■ WHAT YOU WILL DO
A single number is the answer: the count of lines in these records with "middle" in them.

■ AVAILABLE DATA
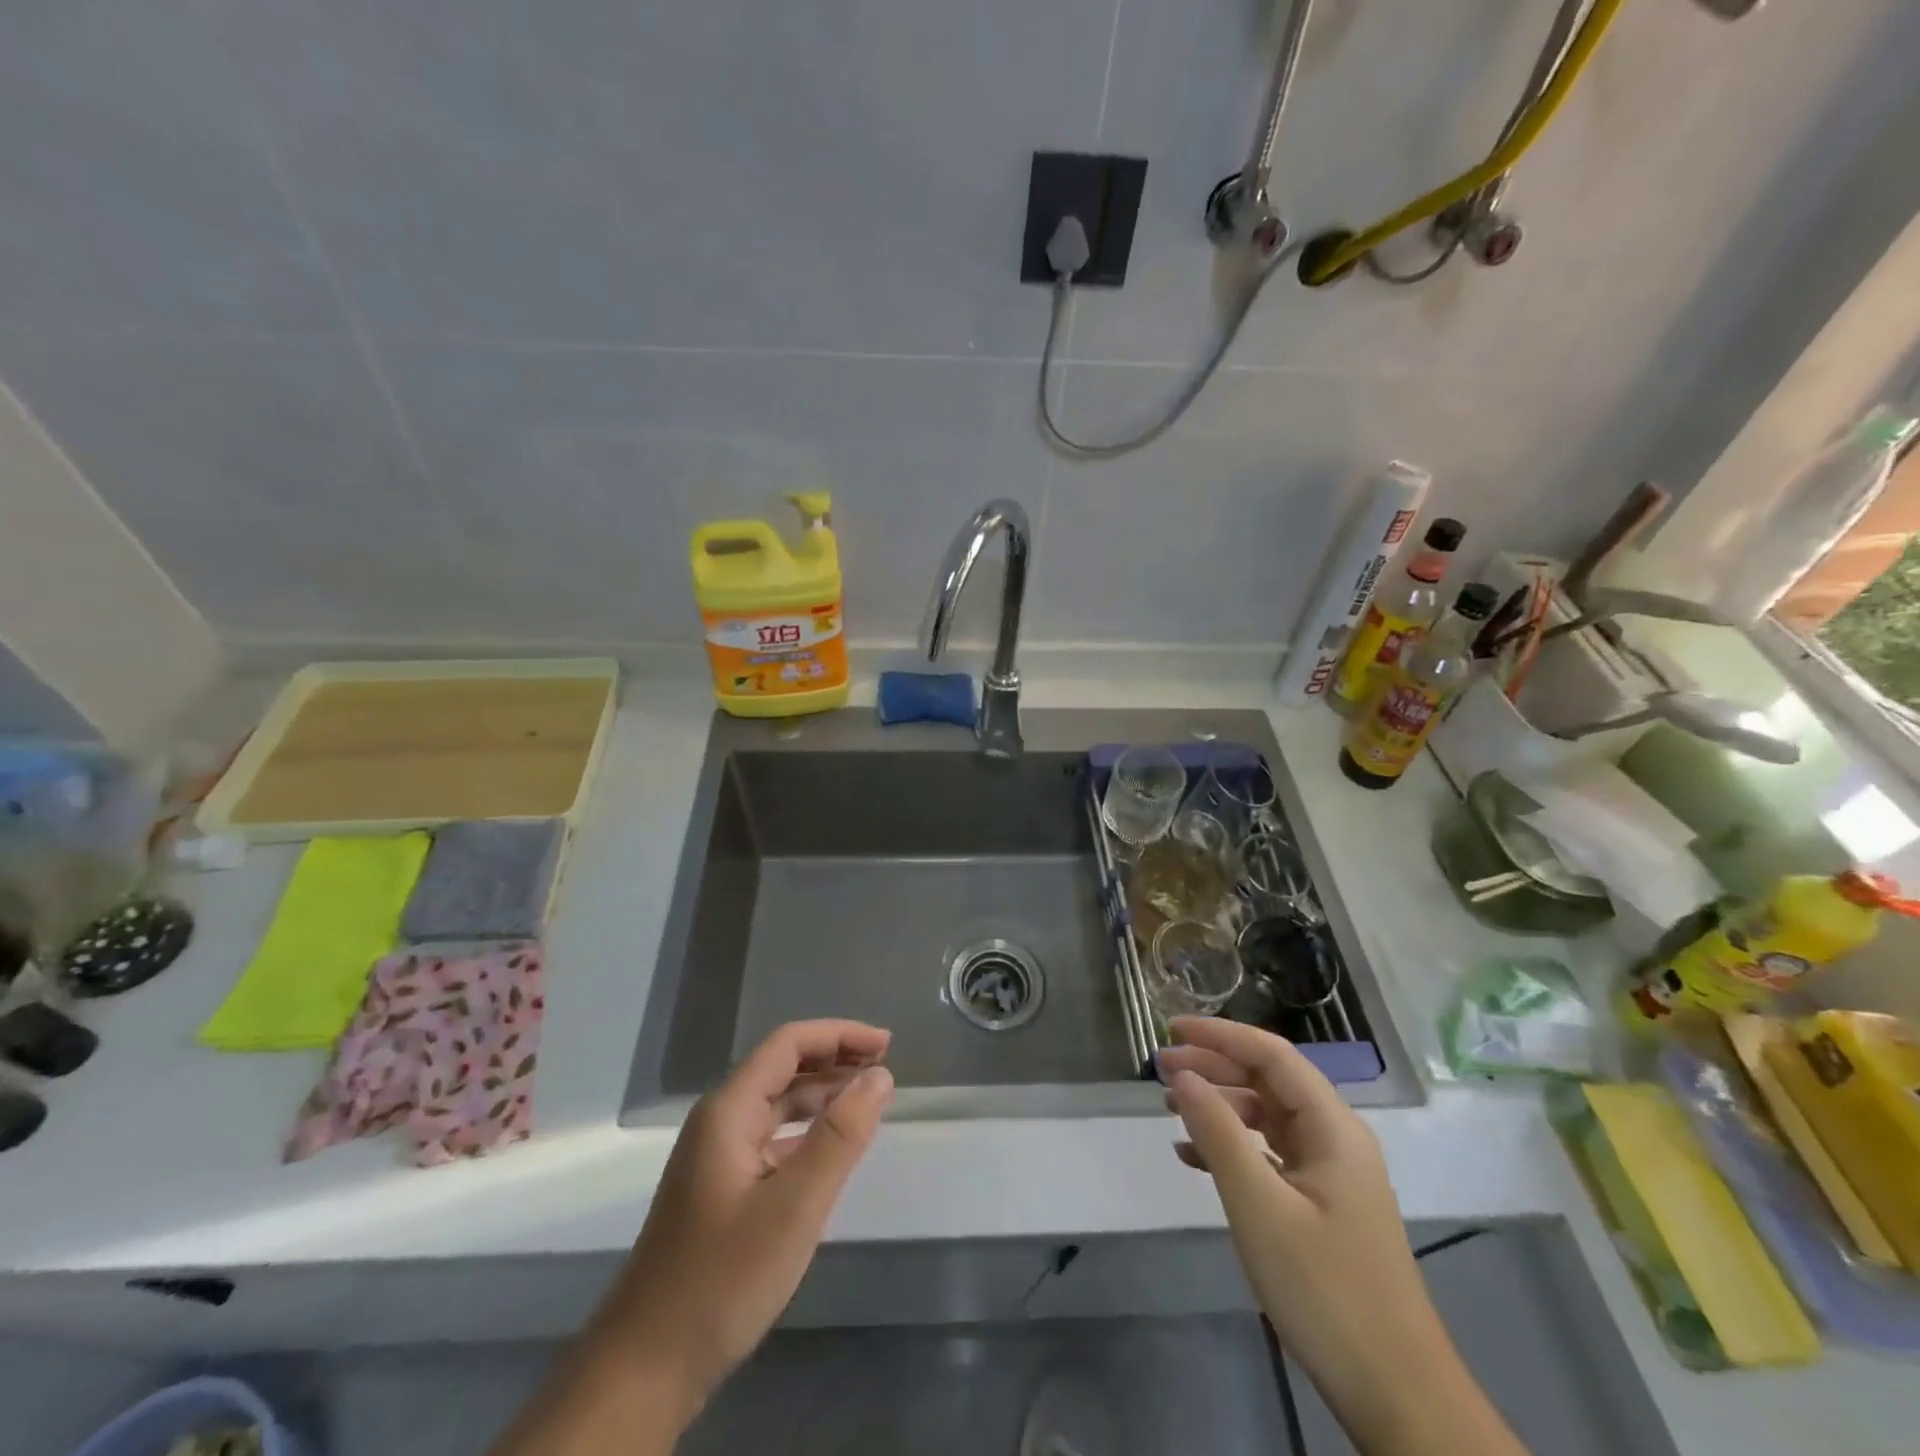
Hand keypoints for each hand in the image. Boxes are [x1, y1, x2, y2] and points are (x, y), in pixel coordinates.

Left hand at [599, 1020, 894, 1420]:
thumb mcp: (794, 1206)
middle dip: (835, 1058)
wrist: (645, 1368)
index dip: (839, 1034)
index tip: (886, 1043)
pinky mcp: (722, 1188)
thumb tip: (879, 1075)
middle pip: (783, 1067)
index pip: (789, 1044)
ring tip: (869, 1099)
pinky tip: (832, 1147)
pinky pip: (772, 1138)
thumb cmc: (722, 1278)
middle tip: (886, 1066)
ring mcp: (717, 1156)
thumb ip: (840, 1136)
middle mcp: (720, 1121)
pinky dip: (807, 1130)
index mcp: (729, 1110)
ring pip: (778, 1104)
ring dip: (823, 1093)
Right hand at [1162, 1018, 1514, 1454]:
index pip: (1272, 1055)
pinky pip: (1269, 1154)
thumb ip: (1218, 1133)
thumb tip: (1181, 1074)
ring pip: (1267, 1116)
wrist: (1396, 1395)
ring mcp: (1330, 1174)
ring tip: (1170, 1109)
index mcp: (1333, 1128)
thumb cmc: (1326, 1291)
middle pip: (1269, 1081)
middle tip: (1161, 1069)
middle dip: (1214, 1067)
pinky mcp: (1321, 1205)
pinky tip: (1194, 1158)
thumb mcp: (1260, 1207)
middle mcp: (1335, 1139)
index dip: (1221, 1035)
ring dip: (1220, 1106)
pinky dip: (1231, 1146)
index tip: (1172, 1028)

■ RESULT FOR THIS TASK
8